The first computer sends a packet with data and a sequence number. The second computer acknowledges it by setting the ACK bit and increasing the acknowledgement number by the length of the received data.
The sequence and acknowledgement numbers are part of the TCP header:
Those two numbers help the computers to keep track of which data was successfully received, which data was lost, and which data was accidentally sent twice.
Step 3: Close the connection
Either computer can close the connection when they no longer want to send or receive data.
A computer initiates closing the connection by sending a packet with the FIN bit set to 1 (FIN = finish). The other computer replies with an ACK and another FIN. After one more ACK from the initiating computer, the connection is closed.
Detecting lost packets
TCP connections can detect lost packets using a timeout.
After sending off a packet, the sender starts a timer and puts the packet in a retransmission queue. If the timer runs out and the sender has not yet received an ACK from the recipient, it sends the packet again.
The retransmission may lead to the recipient receiving duplicate packets, if a packet was not actually lost but just very slow to arrive or be acknowledged. If so, the recipient can simply discard duplicate packets. It's better to have the data twice than not at all!
Handling out of order packets
TCP connections can detect out of order packets by using the sequence and acknowledgement numbers.
When the recipient sees a higher sequence number than what they have acknowledged so far, they know that they are missing at least one packet in between. In the situation pictured above, the recipient sees a sequence number of #73 but expected a sequence number of #37. The recipient lets the sender know there's something amiss by sending a packet with an acknowledgement number set to the expected sequence number.

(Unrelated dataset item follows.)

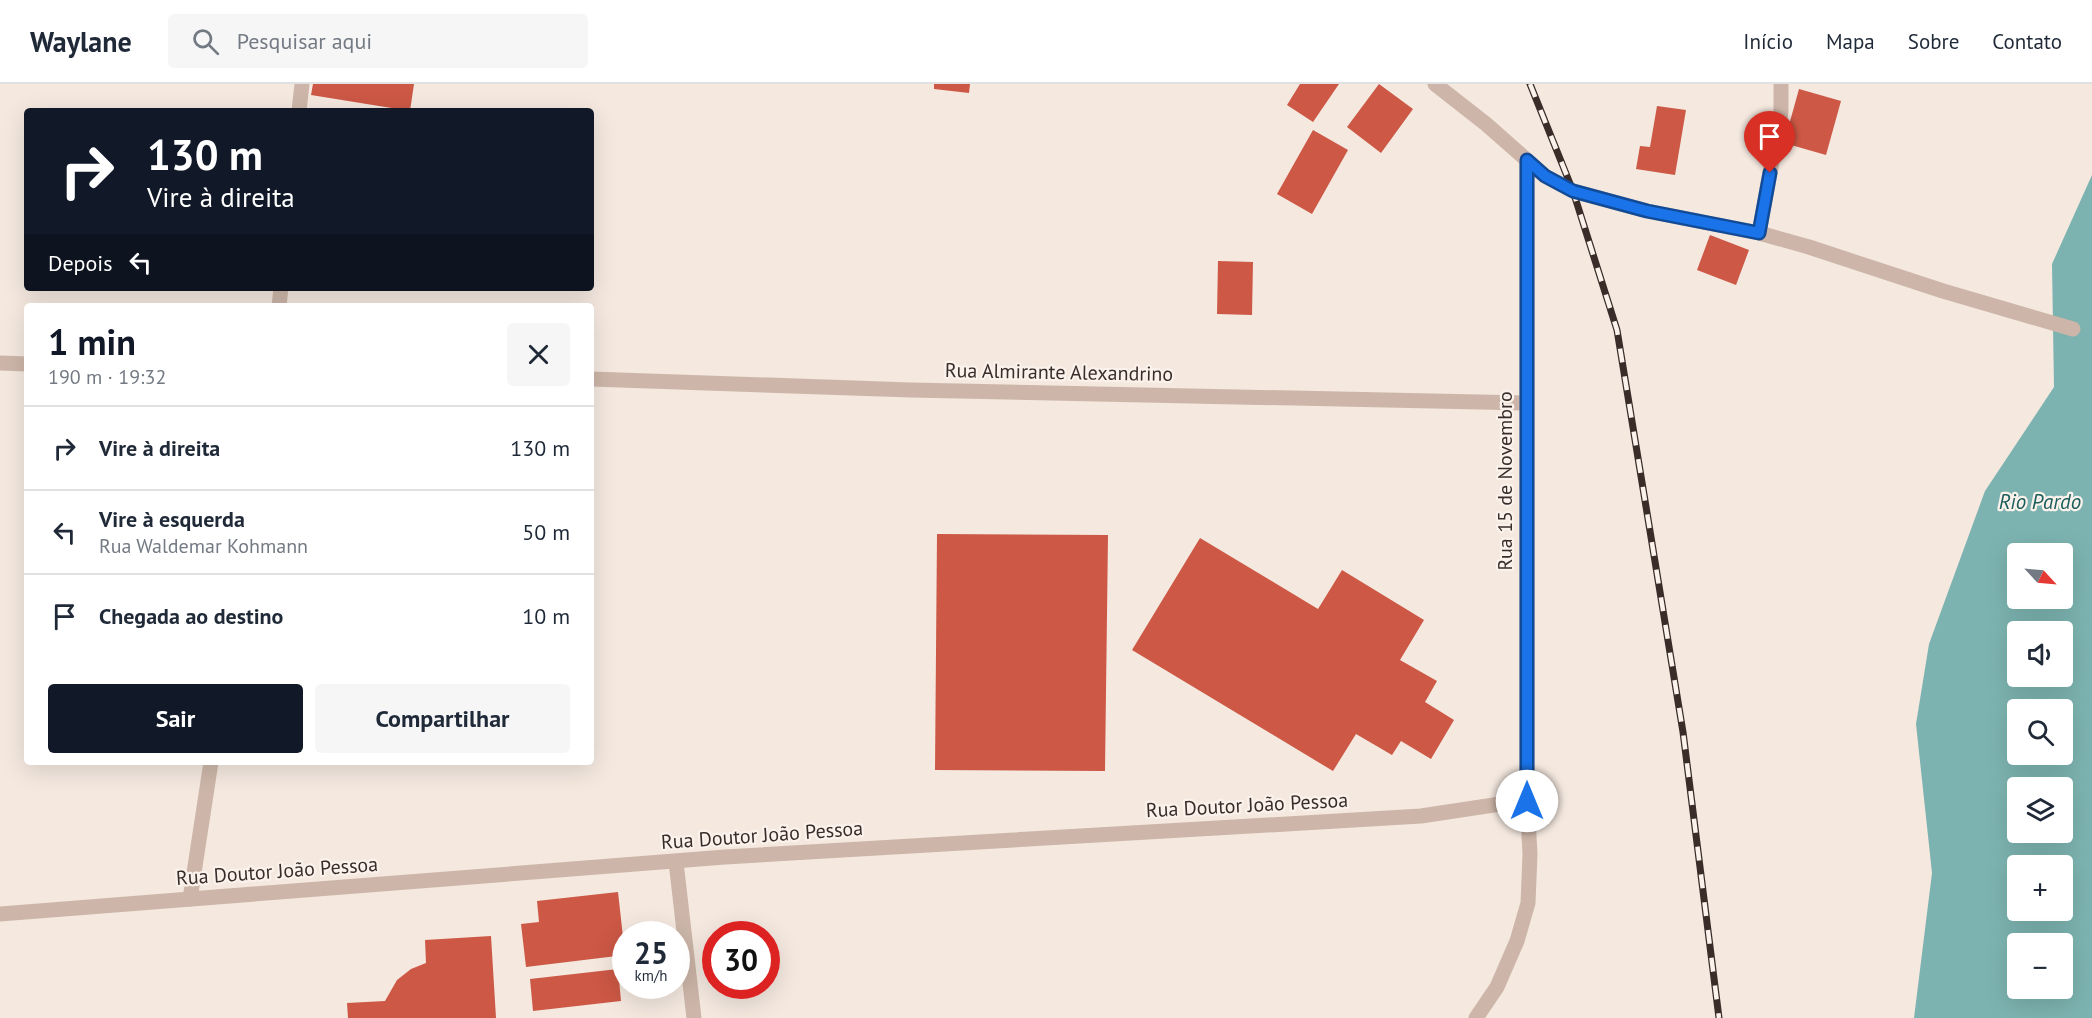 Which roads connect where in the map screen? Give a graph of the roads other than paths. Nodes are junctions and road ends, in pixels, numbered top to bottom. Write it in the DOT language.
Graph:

Sometimes the missing packet is simply taking a slower route through the Internet and it arrives soon after.
Other times, the missing packet may actually be a lost packet and the sender must retransmit the packet.
In both situations, the recipient has to deal with out of order packets. Fortunately, the recipient can use the sequence numbers to reassemble the packet data in the correct order.
🙋🏽🙋🏻♀️🙋🏿♂️Do you have any questions about this topic? We'd love to answer—just ask in the questions area below!
Want to join the conversation?
- When handling out-of-order packets, how does sending the expected acknowledgement number indicate to the sender that something is amiss? How would the sender know if it had to re-send the package if it was lost?(7 votes)
- Imagine you want to send the letters of the alphabet to a friend over the Internet.
You send ('a', 1), ('b', 2), ('c', 3), one by one to your friend. The numbers are used in case the packets/messages arrive out of order.
Now, suppose the friend gets ('b', 2), but then ('d', 4). It's missing 'c' because it expects a continuous increase of numbers and 3 is missing. So your friend asks you to resend the letter at position 3 (this is the idea behind the expected acknowledgement number).
As mentioned in the article, it may be just that ('c', 3) is taking longer to arrive and so in that case, the sender sends a duplicate message, but duplicates are typically dropped by the receiver.
A helpful way to think about these numbers is that they synchronize the data so both parties have the same "view" of it.
Imagine if we didn't have a universal notion of time. Then, the sender's view of time would be different from the receivers. Hence, they synchronize their "view" of time by communicating numbers.
Hope this helps!(32 votes)
- What does the article mean "setting the ACK bit and increasing the acknowledgement number by the length of the data received"?(5 votes)
- Say you want to send a message that's 32 bytes long.
So you check if the receiver is there. The receiver answers with ACK #1. That means something like "hullo I can hear you".
Now you send the message of 32 bytes and the receiver responds with ACK #33, that means "I got your message and received a total of 33 bytes from you". (the additional byte comes from the introduction).
Now if you send another message thats 100 bytes long, the receiver would respond with ACK #133, meaning "I got 133 bytes from you".
That way you can see if the connection works without the receiver sending you the entire message back and you having to read it.(11 votes)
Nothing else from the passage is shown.